═══ RECORDS FOR THIS EXERCISE
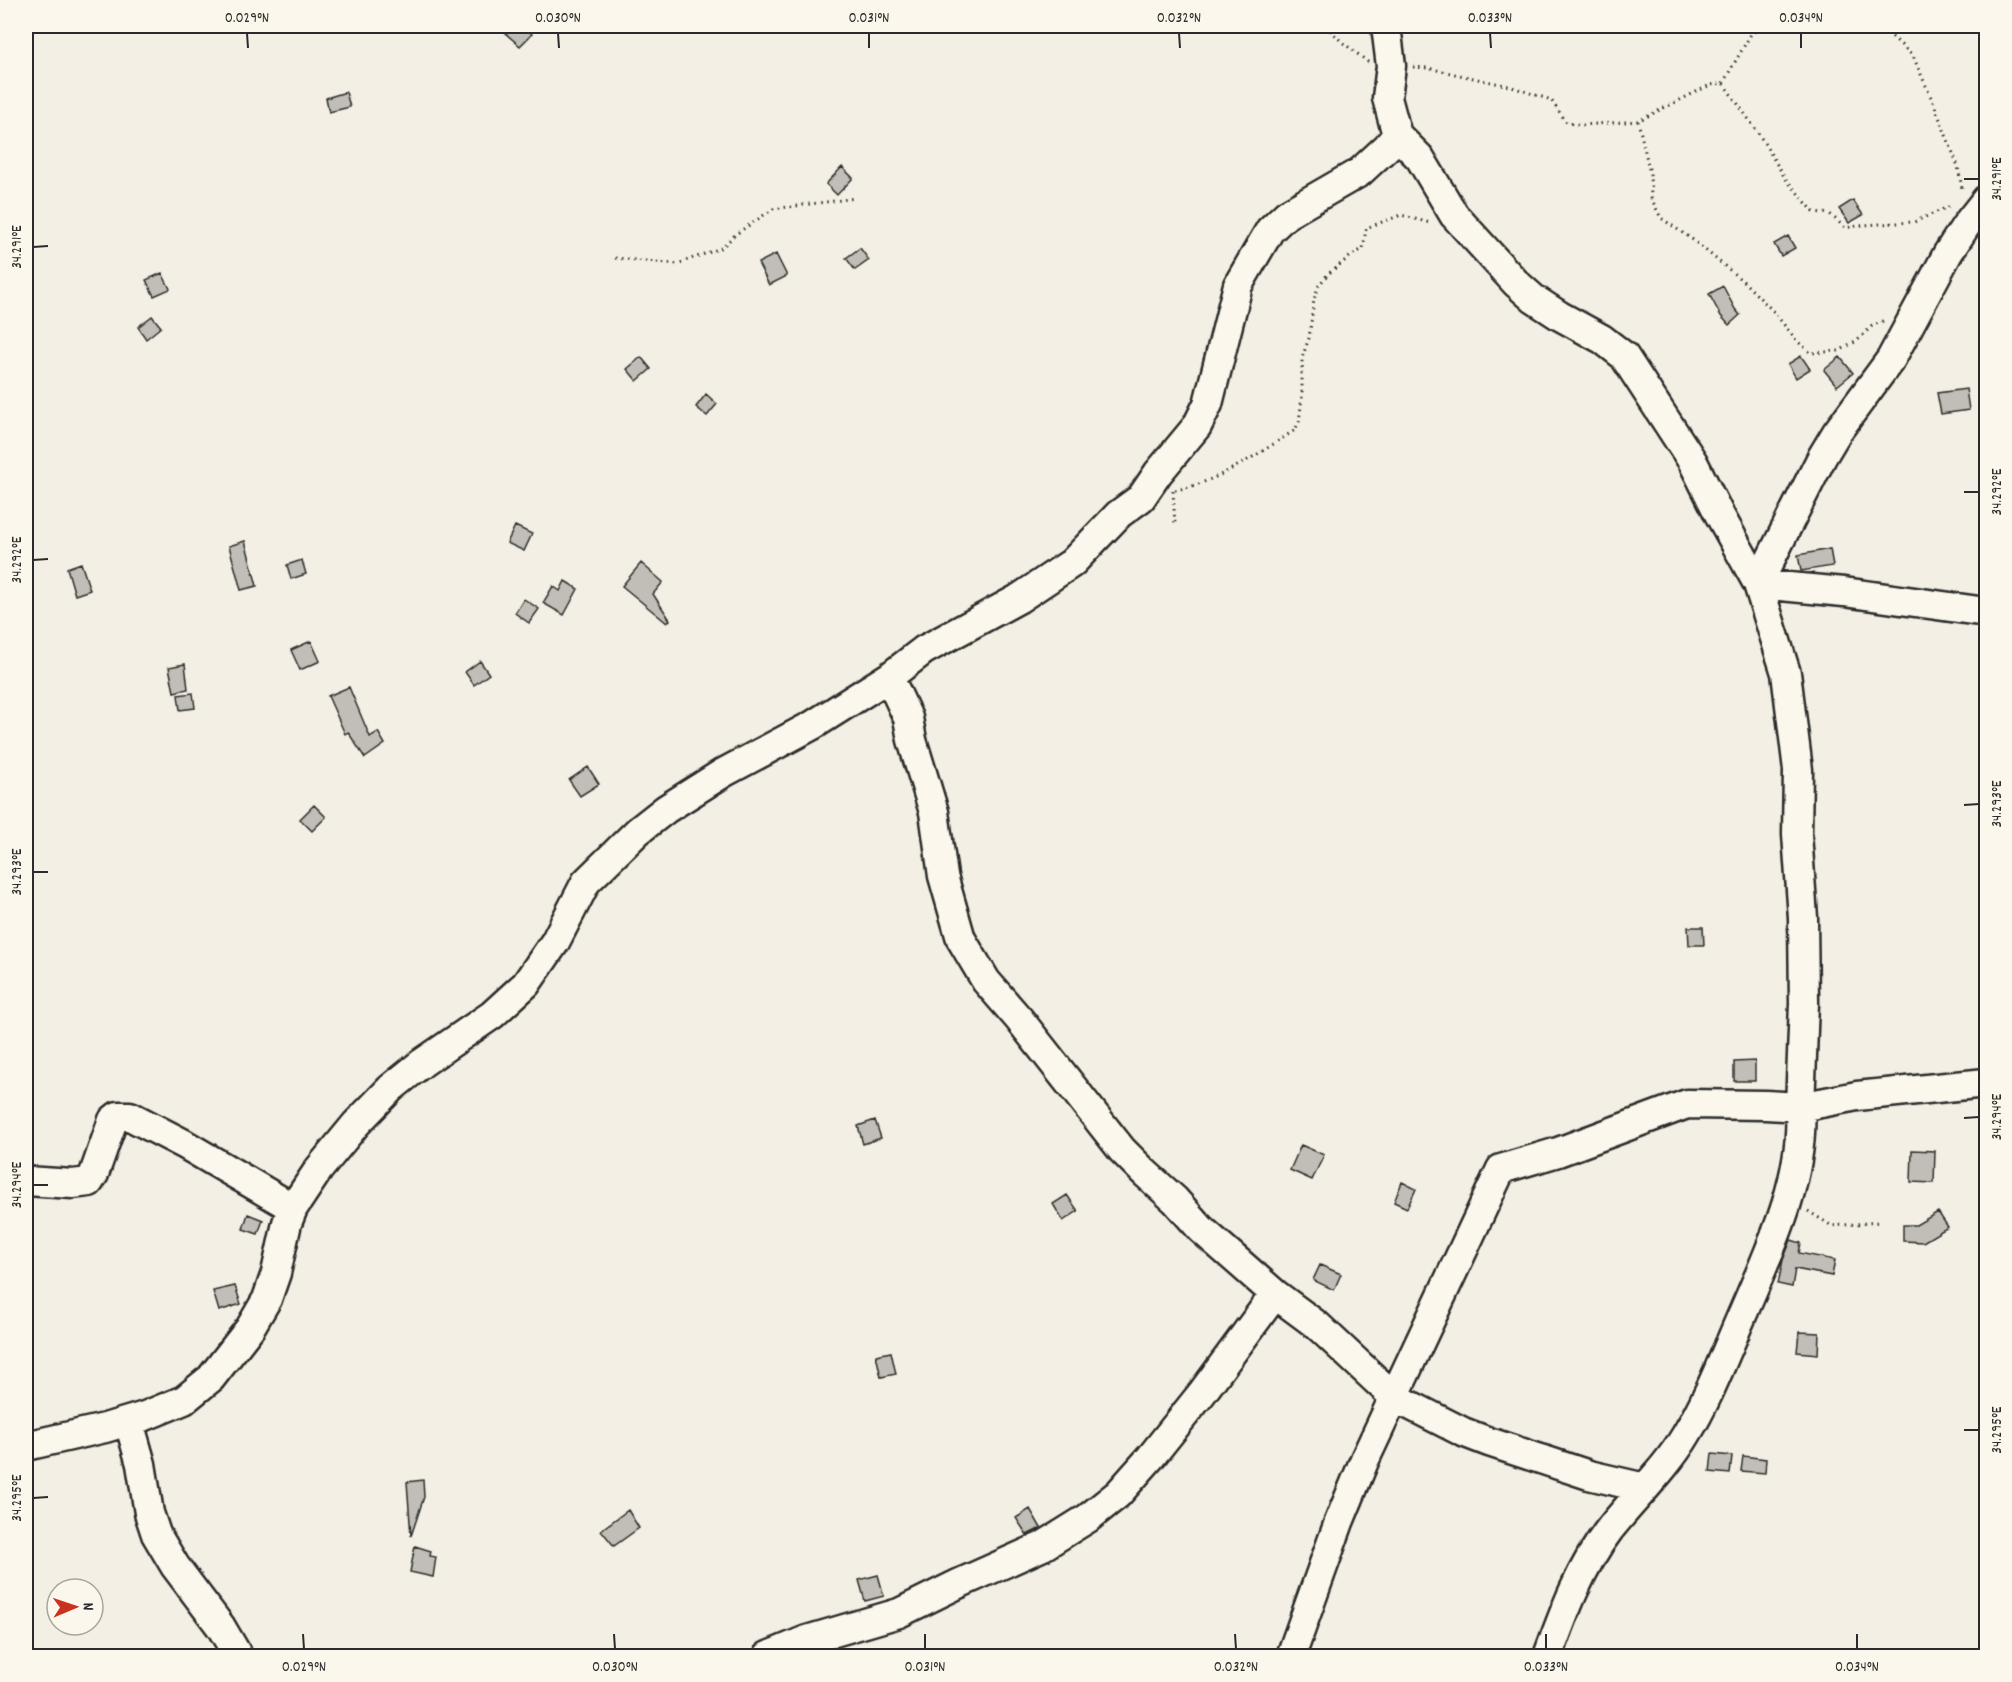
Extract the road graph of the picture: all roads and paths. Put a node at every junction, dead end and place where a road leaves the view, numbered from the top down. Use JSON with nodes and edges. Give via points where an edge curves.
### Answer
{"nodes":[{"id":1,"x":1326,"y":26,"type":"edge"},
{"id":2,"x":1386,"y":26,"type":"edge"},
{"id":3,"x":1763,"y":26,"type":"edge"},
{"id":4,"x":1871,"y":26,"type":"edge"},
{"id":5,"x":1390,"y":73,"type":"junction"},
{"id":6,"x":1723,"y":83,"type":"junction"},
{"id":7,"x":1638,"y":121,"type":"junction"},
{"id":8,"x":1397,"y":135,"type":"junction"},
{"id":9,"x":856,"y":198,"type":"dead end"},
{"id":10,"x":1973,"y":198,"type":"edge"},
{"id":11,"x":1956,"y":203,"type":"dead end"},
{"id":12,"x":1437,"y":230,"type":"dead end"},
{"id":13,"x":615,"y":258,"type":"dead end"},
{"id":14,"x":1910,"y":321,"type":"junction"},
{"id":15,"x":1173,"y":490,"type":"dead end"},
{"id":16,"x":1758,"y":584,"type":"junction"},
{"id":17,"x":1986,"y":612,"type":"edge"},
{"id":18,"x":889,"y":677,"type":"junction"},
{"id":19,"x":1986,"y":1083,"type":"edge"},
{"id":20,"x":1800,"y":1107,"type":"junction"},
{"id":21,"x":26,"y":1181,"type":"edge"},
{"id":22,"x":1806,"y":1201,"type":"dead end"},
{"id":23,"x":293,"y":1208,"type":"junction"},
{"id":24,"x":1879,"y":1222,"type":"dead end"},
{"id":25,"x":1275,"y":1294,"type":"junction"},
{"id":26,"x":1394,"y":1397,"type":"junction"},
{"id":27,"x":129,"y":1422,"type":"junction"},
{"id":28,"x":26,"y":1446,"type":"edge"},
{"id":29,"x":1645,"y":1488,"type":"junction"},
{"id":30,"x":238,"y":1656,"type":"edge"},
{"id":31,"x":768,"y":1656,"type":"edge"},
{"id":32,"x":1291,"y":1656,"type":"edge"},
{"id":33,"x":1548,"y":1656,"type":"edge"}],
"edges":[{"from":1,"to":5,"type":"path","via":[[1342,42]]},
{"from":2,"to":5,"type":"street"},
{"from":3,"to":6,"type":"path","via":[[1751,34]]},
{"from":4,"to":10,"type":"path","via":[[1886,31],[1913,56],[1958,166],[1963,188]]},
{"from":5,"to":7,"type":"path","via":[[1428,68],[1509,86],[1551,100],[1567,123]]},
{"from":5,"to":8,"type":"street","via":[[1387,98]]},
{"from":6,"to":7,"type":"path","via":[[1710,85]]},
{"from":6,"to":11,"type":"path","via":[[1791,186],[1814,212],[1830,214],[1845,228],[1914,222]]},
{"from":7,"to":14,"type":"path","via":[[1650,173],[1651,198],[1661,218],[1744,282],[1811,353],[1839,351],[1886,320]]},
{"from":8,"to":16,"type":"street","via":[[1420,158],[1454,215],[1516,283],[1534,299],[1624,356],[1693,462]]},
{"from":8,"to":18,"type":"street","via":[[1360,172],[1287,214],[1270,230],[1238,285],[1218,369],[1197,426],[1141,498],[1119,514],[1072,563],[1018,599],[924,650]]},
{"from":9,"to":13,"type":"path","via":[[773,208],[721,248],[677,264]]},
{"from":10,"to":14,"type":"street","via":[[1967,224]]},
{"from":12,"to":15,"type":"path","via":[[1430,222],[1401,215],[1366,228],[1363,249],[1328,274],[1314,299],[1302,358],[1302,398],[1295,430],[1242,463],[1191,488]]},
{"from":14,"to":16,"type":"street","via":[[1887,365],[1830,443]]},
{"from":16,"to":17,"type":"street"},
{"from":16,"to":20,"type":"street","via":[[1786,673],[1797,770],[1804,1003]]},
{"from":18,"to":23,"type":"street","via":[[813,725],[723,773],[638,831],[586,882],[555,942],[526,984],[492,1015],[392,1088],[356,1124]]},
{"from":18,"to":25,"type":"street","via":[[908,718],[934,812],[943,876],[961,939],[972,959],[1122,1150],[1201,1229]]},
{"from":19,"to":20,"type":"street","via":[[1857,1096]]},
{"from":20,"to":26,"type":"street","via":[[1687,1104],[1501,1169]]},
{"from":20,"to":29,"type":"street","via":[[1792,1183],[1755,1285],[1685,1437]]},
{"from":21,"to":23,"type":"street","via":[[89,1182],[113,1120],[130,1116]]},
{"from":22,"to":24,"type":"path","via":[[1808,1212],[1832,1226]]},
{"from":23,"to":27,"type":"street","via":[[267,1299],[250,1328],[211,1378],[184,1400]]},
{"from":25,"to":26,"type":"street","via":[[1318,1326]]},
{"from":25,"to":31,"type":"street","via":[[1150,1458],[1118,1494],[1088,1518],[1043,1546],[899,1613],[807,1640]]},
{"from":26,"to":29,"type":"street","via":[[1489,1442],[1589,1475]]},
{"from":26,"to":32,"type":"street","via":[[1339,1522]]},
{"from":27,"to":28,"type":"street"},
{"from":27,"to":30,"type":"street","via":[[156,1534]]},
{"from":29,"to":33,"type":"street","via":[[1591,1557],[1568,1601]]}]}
══════
REQUIREMENT → Copy out, from the listing above, every line that contains the string "edges".

ANSWER SECTION →
Extract the road graph of the picture: all roads and paths. Put a node at every junction, dead end and place where a road leaves the view, numbered from the top down. Use JSON with nodes and edges. Give via points where an edge curves.
"edges":[{"from":1,"to":5,"type":"path","via":[[1342,42]]},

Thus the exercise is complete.